Entrance to Cornell University on College Avenue Bridge. Inset: Patrick Dai. (arlutz73/Getty Images; Broome County Sheriff's Office )

Cornell University canceled Friday classes after New York State Police arrested a 21-year-old junior at the school who is alleged to have posted threats of murder and rape against Jewish classmates on an anonymous online message board.

Friday lectures would be suspended for a “community day,” in which students and faculty would be encouraged to focus on mental health and relaxation. The administration deemed the day off appropriate after “the extraordinary stress of the past few weeks,” marked by multiple antisemitic incidents affecting Cornell, a university spokesperson told the New York Post.

Police took Patrick Dai into custody Tuesday after his violent posts, which appeared on the GreekRank forum — a discussion page centered around fraternity and sorority life — were discovered. His messages included threats of murder and rape against Jewish students at Cornell and specifically named the address of Cornell’s Center for Jewish Living, which houses Jewish students and sits next to the university’s kosher dining hall.

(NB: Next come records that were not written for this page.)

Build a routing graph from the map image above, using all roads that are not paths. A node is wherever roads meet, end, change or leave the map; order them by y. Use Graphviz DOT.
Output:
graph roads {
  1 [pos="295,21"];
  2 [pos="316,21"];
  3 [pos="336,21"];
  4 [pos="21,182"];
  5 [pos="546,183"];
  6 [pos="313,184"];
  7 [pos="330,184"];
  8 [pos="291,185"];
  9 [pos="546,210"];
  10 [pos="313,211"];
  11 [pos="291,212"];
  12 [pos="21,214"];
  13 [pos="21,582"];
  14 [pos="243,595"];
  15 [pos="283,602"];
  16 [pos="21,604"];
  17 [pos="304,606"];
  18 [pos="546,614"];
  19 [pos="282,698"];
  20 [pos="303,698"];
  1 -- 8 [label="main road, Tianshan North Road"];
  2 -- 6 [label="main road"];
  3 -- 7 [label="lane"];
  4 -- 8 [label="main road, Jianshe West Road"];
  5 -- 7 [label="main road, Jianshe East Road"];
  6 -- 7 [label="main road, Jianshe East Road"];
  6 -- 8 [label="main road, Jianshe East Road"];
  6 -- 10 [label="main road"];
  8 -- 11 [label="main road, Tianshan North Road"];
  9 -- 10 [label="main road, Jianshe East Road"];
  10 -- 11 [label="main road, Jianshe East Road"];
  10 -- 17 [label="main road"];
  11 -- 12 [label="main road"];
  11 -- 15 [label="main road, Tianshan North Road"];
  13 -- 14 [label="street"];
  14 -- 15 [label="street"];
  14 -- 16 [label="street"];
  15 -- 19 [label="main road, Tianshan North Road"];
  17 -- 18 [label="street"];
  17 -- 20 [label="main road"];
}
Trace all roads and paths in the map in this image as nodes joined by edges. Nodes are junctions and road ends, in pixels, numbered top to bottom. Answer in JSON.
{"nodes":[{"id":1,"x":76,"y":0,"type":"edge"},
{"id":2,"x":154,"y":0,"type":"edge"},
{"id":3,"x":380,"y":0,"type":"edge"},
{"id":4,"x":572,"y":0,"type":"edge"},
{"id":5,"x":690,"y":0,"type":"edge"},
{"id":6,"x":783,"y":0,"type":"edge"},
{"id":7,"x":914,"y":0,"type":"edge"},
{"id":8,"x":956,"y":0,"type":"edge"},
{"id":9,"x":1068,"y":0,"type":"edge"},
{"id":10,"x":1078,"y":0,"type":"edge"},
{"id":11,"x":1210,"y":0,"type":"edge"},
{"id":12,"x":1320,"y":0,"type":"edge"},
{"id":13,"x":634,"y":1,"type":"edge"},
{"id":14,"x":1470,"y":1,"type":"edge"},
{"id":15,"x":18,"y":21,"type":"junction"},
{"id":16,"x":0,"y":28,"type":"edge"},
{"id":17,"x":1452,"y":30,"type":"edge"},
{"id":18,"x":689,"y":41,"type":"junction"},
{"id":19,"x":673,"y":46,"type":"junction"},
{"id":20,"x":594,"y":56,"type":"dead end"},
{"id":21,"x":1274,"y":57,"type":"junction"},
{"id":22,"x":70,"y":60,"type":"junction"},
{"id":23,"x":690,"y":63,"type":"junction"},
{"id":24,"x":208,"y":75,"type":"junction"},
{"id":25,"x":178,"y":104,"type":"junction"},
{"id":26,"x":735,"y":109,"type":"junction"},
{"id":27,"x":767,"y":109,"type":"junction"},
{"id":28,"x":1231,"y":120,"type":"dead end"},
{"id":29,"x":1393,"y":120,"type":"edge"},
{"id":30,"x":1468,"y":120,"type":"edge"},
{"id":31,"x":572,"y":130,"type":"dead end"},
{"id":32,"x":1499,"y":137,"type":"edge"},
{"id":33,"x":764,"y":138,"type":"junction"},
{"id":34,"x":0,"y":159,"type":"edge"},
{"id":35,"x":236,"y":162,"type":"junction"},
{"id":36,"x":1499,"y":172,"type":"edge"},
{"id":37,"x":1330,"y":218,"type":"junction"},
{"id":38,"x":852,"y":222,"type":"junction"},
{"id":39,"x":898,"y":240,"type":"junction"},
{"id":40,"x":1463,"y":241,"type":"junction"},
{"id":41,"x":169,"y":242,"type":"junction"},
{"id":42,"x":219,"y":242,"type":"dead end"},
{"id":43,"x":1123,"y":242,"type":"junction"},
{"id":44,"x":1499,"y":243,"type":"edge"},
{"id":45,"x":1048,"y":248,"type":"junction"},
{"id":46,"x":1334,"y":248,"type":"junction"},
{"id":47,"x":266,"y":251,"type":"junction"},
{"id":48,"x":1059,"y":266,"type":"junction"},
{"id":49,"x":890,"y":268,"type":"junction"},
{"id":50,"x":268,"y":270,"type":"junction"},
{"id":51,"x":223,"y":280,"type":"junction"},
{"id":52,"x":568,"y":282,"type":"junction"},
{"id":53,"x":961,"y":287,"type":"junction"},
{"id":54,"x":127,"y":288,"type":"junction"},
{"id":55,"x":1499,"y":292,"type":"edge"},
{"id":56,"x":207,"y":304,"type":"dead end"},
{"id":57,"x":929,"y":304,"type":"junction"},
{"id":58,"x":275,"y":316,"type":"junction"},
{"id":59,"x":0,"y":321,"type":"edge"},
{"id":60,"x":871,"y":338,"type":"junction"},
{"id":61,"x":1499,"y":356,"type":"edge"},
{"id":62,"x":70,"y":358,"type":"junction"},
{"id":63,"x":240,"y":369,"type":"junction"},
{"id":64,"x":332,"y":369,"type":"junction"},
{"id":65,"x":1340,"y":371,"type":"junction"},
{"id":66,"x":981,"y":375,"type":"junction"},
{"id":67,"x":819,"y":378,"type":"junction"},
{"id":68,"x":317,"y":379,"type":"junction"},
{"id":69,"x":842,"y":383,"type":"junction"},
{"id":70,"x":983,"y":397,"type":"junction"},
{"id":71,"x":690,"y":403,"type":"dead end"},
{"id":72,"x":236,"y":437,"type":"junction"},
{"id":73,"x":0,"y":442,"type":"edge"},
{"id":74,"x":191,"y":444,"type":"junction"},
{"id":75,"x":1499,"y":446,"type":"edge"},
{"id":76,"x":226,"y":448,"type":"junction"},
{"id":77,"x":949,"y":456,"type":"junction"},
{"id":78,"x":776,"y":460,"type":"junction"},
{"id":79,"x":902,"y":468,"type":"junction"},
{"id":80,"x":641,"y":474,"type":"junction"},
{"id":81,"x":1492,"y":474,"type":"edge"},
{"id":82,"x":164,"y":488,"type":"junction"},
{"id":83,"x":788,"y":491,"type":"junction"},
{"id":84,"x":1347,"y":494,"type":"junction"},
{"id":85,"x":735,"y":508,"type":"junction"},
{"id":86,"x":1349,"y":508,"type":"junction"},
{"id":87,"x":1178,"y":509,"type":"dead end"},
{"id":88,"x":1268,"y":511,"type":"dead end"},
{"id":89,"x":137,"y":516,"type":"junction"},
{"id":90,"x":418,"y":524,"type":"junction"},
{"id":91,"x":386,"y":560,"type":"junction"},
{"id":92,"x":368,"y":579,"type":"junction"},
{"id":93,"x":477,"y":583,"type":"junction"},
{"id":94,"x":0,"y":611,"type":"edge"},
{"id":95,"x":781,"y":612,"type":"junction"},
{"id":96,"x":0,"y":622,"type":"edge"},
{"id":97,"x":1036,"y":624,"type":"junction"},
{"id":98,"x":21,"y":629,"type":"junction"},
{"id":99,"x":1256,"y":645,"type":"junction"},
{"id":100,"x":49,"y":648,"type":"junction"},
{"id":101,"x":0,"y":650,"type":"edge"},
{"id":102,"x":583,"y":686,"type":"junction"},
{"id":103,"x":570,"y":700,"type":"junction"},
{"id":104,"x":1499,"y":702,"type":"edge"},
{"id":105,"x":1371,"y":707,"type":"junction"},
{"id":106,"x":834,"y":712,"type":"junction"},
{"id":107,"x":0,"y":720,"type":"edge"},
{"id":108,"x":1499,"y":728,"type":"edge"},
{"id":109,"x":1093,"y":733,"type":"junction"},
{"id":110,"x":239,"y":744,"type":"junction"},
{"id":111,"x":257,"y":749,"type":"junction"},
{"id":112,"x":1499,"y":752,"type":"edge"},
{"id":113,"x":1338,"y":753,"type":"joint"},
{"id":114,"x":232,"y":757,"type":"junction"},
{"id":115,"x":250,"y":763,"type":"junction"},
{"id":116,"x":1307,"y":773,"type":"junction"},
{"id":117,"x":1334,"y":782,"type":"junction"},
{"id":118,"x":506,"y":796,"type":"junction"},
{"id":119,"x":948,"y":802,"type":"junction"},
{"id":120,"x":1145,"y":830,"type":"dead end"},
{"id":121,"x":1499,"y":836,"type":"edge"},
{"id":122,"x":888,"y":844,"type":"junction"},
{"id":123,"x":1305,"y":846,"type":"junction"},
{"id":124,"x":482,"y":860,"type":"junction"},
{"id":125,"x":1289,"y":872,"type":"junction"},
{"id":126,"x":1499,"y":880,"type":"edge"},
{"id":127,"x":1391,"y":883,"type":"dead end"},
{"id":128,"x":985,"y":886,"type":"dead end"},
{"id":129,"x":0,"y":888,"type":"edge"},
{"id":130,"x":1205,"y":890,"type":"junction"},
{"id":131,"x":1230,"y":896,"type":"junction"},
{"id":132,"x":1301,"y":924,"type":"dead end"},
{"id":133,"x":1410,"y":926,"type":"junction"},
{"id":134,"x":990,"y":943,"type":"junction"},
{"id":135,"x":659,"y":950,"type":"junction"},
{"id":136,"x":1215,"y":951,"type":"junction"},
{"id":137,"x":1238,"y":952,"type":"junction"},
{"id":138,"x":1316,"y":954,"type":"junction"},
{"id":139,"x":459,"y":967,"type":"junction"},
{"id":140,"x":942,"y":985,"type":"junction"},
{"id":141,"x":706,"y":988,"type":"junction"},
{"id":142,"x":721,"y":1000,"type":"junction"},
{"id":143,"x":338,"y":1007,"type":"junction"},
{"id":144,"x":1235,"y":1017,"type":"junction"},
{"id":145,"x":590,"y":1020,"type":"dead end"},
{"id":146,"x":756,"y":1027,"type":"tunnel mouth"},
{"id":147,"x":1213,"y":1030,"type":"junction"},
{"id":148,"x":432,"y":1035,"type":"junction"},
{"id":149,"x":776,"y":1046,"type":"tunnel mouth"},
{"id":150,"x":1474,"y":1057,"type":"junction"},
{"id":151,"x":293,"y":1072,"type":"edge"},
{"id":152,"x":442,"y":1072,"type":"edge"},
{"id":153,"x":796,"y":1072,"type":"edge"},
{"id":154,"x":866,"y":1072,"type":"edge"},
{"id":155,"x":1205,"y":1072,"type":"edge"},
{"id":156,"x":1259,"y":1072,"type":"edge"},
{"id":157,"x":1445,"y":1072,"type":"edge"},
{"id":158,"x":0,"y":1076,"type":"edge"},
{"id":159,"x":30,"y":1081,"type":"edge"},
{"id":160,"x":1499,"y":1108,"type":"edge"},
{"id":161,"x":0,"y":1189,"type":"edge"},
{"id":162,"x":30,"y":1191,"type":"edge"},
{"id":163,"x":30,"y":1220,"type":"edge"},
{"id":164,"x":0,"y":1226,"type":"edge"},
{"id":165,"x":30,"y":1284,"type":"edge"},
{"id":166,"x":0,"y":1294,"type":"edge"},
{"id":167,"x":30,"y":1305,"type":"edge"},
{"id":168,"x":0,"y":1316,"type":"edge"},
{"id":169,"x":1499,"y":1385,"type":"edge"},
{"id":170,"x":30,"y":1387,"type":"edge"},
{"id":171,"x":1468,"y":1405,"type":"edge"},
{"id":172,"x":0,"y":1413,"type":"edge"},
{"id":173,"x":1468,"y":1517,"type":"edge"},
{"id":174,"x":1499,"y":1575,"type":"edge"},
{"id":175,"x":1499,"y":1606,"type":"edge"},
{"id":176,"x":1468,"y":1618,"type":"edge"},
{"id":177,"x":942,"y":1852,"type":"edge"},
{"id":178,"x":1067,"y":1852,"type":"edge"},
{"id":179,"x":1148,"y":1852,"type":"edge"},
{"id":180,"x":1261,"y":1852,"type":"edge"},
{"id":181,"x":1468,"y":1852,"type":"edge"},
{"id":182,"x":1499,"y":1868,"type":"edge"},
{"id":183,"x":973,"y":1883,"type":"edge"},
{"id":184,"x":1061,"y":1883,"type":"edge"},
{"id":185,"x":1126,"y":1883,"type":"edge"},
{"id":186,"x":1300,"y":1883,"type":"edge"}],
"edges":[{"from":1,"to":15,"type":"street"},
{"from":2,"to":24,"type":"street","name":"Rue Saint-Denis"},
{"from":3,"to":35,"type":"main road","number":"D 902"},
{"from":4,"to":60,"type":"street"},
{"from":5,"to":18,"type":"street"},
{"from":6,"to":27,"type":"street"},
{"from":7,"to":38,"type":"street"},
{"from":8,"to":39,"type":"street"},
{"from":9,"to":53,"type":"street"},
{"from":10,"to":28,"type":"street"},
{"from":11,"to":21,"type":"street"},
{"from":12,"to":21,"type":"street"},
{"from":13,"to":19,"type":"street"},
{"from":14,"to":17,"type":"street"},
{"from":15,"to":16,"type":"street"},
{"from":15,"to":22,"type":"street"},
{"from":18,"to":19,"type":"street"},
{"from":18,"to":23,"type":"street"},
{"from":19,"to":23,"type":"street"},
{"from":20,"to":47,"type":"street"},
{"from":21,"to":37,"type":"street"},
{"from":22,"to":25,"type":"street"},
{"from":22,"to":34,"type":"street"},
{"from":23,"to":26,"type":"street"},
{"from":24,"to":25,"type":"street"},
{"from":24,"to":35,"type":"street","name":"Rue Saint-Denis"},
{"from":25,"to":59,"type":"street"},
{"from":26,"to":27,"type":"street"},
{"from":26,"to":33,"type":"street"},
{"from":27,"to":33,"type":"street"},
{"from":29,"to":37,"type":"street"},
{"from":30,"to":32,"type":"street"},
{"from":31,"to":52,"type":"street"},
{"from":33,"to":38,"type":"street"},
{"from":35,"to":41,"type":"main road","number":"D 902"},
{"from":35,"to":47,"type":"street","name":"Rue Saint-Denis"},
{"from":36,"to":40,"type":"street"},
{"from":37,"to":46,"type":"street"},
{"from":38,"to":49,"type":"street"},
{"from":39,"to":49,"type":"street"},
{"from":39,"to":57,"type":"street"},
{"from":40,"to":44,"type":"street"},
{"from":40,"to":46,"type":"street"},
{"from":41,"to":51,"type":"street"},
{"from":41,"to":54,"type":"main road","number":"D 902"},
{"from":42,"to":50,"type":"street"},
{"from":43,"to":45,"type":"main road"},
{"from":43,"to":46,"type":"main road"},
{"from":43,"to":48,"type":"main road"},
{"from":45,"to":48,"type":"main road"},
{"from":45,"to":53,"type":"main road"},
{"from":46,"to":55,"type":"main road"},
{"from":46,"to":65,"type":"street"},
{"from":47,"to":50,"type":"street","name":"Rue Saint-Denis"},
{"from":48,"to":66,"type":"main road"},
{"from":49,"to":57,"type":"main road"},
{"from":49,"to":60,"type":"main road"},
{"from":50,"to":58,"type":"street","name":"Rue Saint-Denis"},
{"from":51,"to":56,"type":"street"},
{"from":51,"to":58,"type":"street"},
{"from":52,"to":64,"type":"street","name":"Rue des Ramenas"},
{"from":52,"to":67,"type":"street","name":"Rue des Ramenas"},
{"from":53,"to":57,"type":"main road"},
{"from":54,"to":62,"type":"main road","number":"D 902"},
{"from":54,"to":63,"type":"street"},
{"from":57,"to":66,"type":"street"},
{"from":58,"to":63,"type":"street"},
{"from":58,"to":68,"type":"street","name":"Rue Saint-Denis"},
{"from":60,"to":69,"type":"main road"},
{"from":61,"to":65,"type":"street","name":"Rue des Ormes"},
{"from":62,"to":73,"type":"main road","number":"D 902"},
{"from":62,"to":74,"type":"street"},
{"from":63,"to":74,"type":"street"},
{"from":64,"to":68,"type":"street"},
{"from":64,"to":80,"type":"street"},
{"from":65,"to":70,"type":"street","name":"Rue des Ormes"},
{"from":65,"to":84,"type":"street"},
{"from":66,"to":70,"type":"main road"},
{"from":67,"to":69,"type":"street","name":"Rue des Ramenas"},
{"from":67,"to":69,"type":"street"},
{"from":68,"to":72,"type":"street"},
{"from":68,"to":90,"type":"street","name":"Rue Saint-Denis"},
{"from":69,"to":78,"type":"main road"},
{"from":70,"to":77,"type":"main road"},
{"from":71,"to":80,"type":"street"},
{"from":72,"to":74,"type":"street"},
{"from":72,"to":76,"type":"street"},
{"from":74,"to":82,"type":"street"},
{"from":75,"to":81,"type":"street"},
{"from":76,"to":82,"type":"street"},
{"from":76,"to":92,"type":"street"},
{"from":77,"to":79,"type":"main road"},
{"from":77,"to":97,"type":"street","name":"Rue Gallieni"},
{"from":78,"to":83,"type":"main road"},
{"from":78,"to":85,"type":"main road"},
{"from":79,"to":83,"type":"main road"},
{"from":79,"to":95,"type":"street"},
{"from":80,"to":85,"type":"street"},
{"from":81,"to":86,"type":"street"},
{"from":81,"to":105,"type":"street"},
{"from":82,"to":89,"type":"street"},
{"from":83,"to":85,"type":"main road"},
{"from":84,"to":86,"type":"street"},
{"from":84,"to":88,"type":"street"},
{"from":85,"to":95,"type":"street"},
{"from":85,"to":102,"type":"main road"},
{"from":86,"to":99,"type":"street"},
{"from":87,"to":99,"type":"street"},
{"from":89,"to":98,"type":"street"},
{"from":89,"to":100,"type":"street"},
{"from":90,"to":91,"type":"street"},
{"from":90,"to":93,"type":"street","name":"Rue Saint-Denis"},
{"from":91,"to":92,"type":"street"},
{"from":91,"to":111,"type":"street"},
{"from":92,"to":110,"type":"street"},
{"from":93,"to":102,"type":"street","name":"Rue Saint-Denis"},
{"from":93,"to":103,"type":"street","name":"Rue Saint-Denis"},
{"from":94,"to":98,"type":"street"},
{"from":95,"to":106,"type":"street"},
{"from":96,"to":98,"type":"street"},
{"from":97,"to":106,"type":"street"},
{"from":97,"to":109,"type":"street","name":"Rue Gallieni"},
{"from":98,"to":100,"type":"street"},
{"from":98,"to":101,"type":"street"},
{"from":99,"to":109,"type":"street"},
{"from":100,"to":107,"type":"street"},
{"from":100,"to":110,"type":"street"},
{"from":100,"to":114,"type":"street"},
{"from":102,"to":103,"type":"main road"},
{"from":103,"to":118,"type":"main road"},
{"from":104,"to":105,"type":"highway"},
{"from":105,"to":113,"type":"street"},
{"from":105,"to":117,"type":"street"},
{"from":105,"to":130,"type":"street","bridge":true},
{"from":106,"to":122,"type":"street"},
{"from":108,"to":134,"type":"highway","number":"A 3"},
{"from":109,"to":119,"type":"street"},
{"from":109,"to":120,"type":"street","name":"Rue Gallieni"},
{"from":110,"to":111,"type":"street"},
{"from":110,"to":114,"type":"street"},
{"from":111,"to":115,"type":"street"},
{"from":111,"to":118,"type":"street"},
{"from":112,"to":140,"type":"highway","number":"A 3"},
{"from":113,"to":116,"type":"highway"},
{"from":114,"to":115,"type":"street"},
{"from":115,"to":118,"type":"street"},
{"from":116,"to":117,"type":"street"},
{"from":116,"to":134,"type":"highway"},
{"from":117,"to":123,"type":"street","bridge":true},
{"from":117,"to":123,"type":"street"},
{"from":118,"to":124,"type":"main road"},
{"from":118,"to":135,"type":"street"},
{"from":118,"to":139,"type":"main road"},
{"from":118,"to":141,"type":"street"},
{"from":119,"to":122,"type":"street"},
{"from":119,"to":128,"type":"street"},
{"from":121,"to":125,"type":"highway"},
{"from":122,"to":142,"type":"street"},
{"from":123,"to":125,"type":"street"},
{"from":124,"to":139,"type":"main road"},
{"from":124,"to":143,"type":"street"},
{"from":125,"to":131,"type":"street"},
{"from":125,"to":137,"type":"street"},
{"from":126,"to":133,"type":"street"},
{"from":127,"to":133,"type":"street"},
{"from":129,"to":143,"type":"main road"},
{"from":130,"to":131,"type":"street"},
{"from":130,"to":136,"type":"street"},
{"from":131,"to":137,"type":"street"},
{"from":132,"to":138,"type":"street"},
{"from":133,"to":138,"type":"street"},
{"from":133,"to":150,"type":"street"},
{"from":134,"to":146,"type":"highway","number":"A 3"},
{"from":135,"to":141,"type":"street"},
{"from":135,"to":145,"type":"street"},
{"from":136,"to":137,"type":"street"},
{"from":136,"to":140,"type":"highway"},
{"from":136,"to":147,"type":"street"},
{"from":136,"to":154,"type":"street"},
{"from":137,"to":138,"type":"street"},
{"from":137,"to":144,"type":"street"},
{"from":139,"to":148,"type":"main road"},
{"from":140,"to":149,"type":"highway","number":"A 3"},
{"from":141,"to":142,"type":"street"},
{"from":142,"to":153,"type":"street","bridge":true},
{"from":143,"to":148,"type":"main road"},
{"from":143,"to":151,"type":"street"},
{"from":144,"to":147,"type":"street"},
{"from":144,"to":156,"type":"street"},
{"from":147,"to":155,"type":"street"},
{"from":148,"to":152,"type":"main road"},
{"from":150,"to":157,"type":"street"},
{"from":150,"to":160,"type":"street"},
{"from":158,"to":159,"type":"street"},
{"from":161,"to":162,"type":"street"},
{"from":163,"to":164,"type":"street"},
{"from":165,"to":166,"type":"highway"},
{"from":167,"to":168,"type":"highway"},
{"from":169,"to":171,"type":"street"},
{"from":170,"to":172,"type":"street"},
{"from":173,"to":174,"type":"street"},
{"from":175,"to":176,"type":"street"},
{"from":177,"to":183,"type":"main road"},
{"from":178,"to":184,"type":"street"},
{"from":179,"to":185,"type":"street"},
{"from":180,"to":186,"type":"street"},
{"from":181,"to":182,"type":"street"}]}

Dai admitted in an interview with FBI agents that he authored the threats, according to a federal complaint. His statements included: “if i see another synagogue another rally for the zionist globalist genocidal apartheid dictatorial entity known as ‘israel’, i will bring an assault rifle to campus and shoot all you pic jews.”

“If you see a jewish ‘person’ on campus follow them home and slit their throats. rats need to be exterminated from cornell,” wrote Dai in another message.

Dai was detained on a federal criminal complaint that charged him with threatening to kill or injure another individual using interstate communications, the U.S. Attorney’s Office for the District of New York said in a statement. If convicted, Dai could face a five-year prison sentence and a fine of up to $250,000.

“While we take some measure of relief in knowing that the alleged author of the vile antisemitic posts that threatened our Jewish community is in custody, it was disturbing to learn that he was a Cornell student,” Cornell President Martha E. Pollack said in a statement to the campus body on Wednesday.

That letter followed her Sunday statement condemning the online threats. Pollack announced that the Cornell University Police Department would be patrolling near the kosher dining hall and that the Federal Bureau of Investigation had been informed of a potential hate crime.

Cornell has been rocked by a swell of antisemitism since terrorist group Hamas invaded Israel, perpetrating the most brutal massacre against Jews since the Holocaust. Before Dai’s arrest, a Cornell history professor was caught at an off-campus protest telling attendees that Hamas’s attack on Israel was “energizing” and “exhilarating.” Following the backlash, associate professor Russell Rickford took a leave of absence.